Stored items:

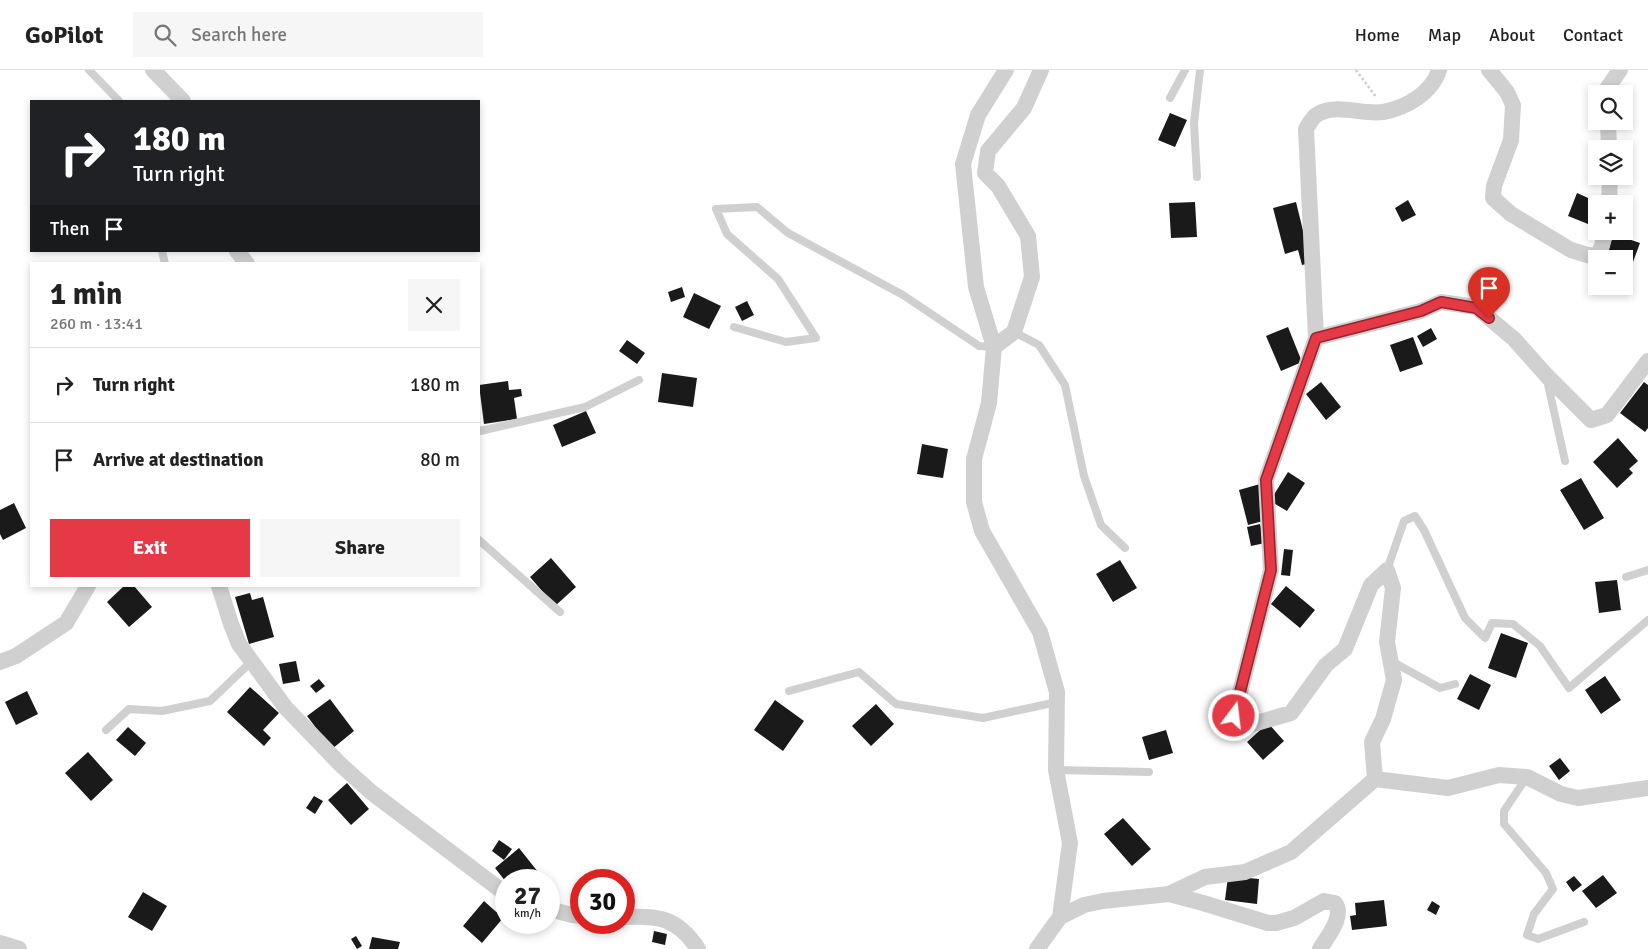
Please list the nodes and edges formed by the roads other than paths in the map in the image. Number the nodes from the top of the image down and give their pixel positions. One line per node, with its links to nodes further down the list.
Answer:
1 (89, 70): 12 (lane)
2 (153, 70): 13 (street)
3 (1006, 70): 21 (street)
4 (1041, 70): 19 (street)
5 (1185, 70): 11 (lane)
6 (1200, 70): 14 (lane)
7 (1439, 70): 20 (street)
8 (1489, 70): 15 (street)
9 (1620, 70): 10 (street)
10 (1610, 85)
11 (1170, 98)
12 (119, 100)
13 (182, 100)
14 (1197, 177)
15 (1603, 240)
16 (238, 252): 17 (street)
17 (245, 262)
18 (734, 327): 21 (lane)
19 (1014, 332): 21 (street); 28 (lane)
20 (1316, 338): 23 (street); 29 (street)
21 (994, 347): 41 (street)
22 (1648, 361): 23 (street)
23 (1546, 376): 26 (lane)
24 (639, 380): 25 (lane)
25 (480, 431)
26 (1565, 462)
27 (480, 541): 34 (lane)
28 (1125, 548)
29 (1387, 570): 35 (lane); 36 (street)
30 (1648, 570): 31 (lane)
31 (1626, 576)
32 (87, 587): 37 (street)
33 (219, 587): 38 (street)
34 (560, 612)
35 (1648, 620)
36 (1391, 661): 39 (lane); 46 (street)
37 (0, 662)
38 (251, 662): 42 (lane); 48 (street)
39 (1455, 684)
40 (789, 691): 41 (lane)
41 (1057, 702): 43 (street)
42 (106, 730)
43 (1056, 770): 44 (lane); 51 (street)
44 (1149, 772)
45 (1527, 777): 46 (street); 47 (street); 52 (lane)
46 (1375, 779): 49 (street)
47 (1648, 788)
48 (495, 886)
49 (1169, 894): 51 (street); 57 (street)
50 (635, 917): 55 (street)
51 (1060, 917): 56 (street)
52 (1584, 922)
53 (0, 944): 54 (street)
54 (19, 949)
55 (698, 949)
56 (1037, 949)
57 (1320, 949)

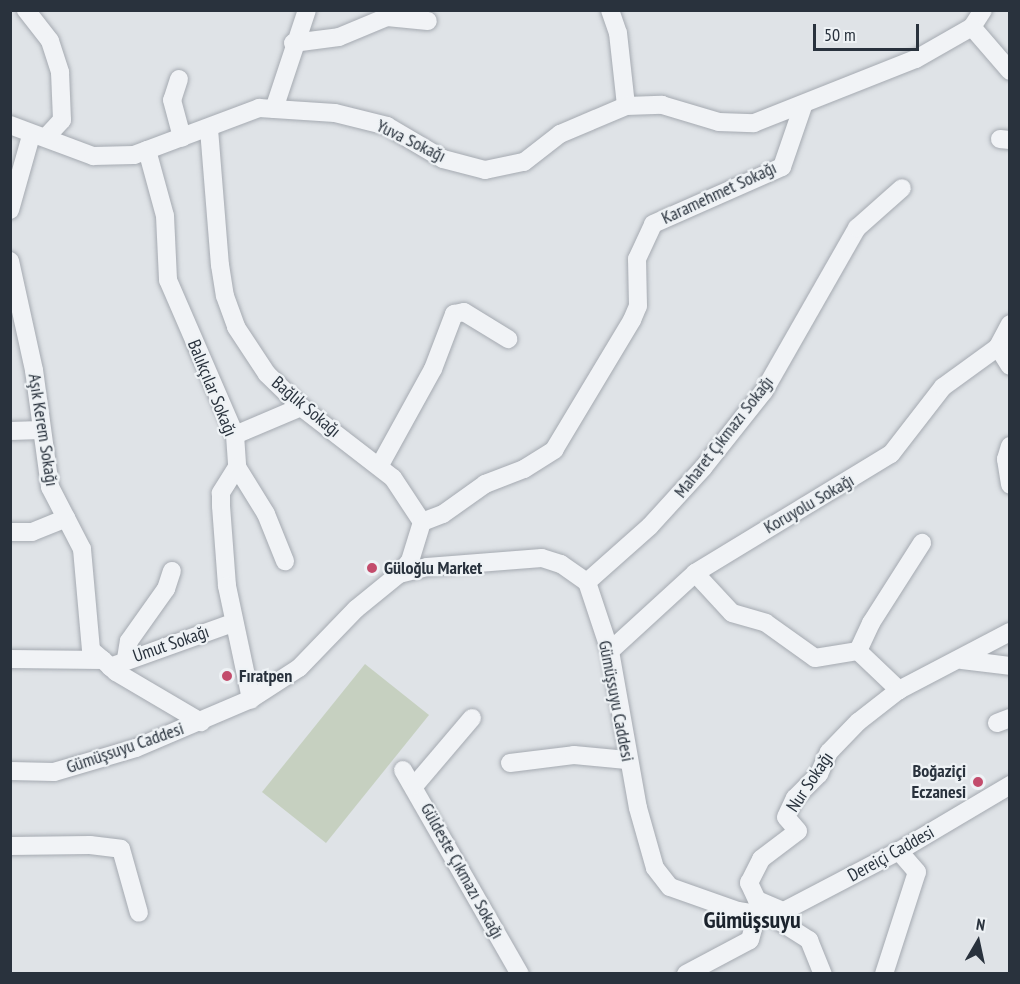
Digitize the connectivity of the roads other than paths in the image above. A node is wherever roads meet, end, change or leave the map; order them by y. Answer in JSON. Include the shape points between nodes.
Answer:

**What you will do**
Please transcribe each line above exactly, but leave the images out.

**Exercise result**
Please list the nodes and edges formed by the roads other than paths in the map in the image. Number the nodes from the top of the image down and give their pixel positions. One line per node, with its links to nodes further down the list.
Answer:
1 (89, 70): 12 (lane)
2 (153, 70): 13 (street)
3 (1006, 70): 21 (street)
4 (1041, 70): 19 (street)
5 (1185, 70): 11 (lane)
6 (1200, 70): 14 (lane)
7 (1439, 70): 20 (street)
8 (1489, 70): 15 (street)
9 (1620, 70): 10 (street)
10 (1610, 85)
11 (1170, 98)
12 (119, 100)
13 (182, 100)
14 (1197, 177)
15 (1603, 240)
16 (238, 252): 17 (street)
17 (245, 262)
18 (734, 327): 21 (lane)
19 (1014, 332): 21 (street); 28 (lane)
20 (1316, 338): 23 (street); 29 (street)
21 (994, 347): 41 (street)
22 (1648, 361): 23 (street)
23 (1546, 376): 26 (lane)
24 (639, 380): 25 (lane)
25 (480, 431)
26 (1565, 462)
27 (480, 541): 34 (lane)
28 (1125, 548)
29 (1387, 570): 35 (lane); 36 (street)
30 (1648, 570): 31 (lane)
31 (1626, 576)
32 (87, 587): 37 (street)
33 (219, 587): 38 (street)
34 (560, 612)
35 (1648, 620)
36 (1391, 661): 39 (lane); 46 (street)
37 (0, 662)
38 (251, 662): 42 (lane); 48 (street)
39 (1455, 684)
40 (789, 691): 41 (lane)
41 (1057, 702): 43 (street)
42 (106, 730)
43 (1056, 770): 44 (lane); 51 (street)
44 (1149, 772)
45 (1527, 777): 46 (street); 47 (street); 52 (lane)
46 (1375, 779): 49 (street)
47 (1648, 788)
48 (495, 886)
49 (1169, 894): 51 (street); 57 (street)
50 (635, 917): 55 (street)
51 (1060, 917): 56 (street)
52 (1584, 922)
53 (0, 944): 54 (street)
54 (19, 949)
55 (698, 949)
56 (1037, 949)
57 (1320, 949)

Digitize the connectivity of the roads other than paths in the image above. A node is wherever roads meet, end, change or leave the map; order them by y. Answer in JSON. Include the shape points between nodes.
Answer:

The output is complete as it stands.